Even otherwise-hawkish-on-cutting think tanks like Cato and the Heritage Foundation have come out and said this is a very bad idea. I've complained about the dumb decisions that countries like Canada and Argentina have made in regards to statistical information, and this is right along those lines. There's a long way to go - it'd still have to pass the Senate and probably wouldn't pass a veto from POTUS - but that it passed the House at all is alarming. I've written a letter to a Congressman who I've contributed to in the past, something I rarely do, so important do I consider this issue. Simply, if this goes through, it will blind us to what's happening at the local level in terms of demographics, economics, and social trends.

15th April 2012

4:48pm: Gripes (politics, etc.)
* Statements along the lines of "someday humanity will evolve beyond the need for religion and superstition" or "some day we will have evolved enough and we won’t (kill animals) anymore" aren't persuasive.
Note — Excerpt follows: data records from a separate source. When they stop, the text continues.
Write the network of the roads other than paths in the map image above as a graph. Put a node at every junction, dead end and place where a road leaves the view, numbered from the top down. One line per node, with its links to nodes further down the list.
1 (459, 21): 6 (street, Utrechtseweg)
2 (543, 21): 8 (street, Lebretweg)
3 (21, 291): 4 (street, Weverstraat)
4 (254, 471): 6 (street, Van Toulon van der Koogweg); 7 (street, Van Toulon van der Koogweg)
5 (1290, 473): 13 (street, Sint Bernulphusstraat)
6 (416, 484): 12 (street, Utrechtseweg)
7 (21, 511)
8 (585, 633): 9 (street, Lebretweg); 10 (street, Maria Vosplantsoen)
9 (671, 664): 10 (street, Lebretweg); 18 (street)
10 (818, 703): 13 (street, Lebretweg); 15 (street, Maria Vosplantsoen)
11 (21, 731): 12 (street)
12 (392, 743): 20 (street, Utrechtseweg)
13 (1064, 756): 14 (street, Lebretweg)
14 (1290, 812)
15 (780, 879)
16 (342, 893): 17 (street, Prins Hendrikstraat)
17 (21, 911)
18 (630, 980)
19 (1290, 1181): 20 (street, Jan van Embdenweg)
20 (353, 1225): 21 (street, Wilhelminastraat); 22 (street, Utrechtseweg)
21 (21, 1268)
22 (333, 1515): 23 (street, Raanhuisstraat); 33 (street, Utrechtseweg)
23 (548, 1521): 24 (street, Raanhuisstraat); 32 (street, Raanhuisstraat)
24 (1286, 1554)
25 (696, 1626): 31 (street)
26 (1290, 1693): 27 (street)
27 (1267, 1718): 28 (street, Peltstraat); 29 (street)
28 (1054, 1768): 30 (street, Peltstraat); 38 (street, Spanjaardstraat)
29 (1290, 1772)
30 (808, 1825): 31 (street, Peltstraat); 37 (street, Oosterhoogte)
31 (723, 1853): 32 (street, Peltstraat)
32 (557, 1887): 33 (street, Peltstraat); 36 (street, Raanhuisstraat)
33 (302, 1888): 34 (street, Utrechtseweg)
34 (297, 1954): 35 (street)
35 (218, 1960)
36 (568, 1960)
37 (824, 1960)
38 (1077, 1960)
If anything, they make the speaker sound presumptuous and haughty to those not already among the converted. I think it is just as likely that these things being judged primitive, like religious belief or being a carnivore/omnivore, are actually deeply rooted in aspects of human nature that aren't as easily rooted out as some may think.

* If you are a UFO enthusiast, spending a good part of a radio interview on your book complaining about how the biggest problem you face is how nobody takes you seriously ("the giggle factor") really isn't helping your case. Nor is making statements like "Moses was just suffering from radiation poisoning" after seeing the Burning Bush, etc.

* The race is already on to define Romney as a radical conservative. For a guy whose main problem is how milquetoast he is, I have to wonder how much of the vitriol towards him by the progressive movement is leftover resentment over how active the Mormon church has been in the gay marriage debate for the opposite side. I suspect there's going to be more than a little anti-Mormon bigotry coming out from many progressives by the time the election finally rolls around.

* Being oppressed gives one no more moral high-ground than being the oppressor. From what I've read of history, the oppressed tend too often to prove themselves just as bad if not worse than the people they lost to, in cases where the tables are later turned. As one example, Mr. Mehanna cites Ho Chi Minh with approval, but ignores what his followers did in South Vietnam after they won. That's why I'm always skeptical of those who declare "comfort the afflicted, but afflict the comfortable, too." Usually, the 'comfortable' gets redefined as 'people I disagree with/oppose who I want to teach a lesson to, and also feel justified while doing it.' Violence prolongs hate, hate prolongs violence. It also goes along with the cite from Blackhawk Down I posted last year regarding trying to define groups as "good guys" and "bad guys," when its often just a matter of winners and losers rather than morals, and comes down to which tribes/sides are blessed through accidents of history, geography, and technology with better means of waging warfare. Only when a path of freedom, nonviolence, and the promotion of each person's unalienable rights is taken can one side actually be seen to be more morally justified. Mehanna's underlying equation of oppression=justification is fatally flawed, which makes his statement of justification all that more tragic since it is based on an incorrect foundation.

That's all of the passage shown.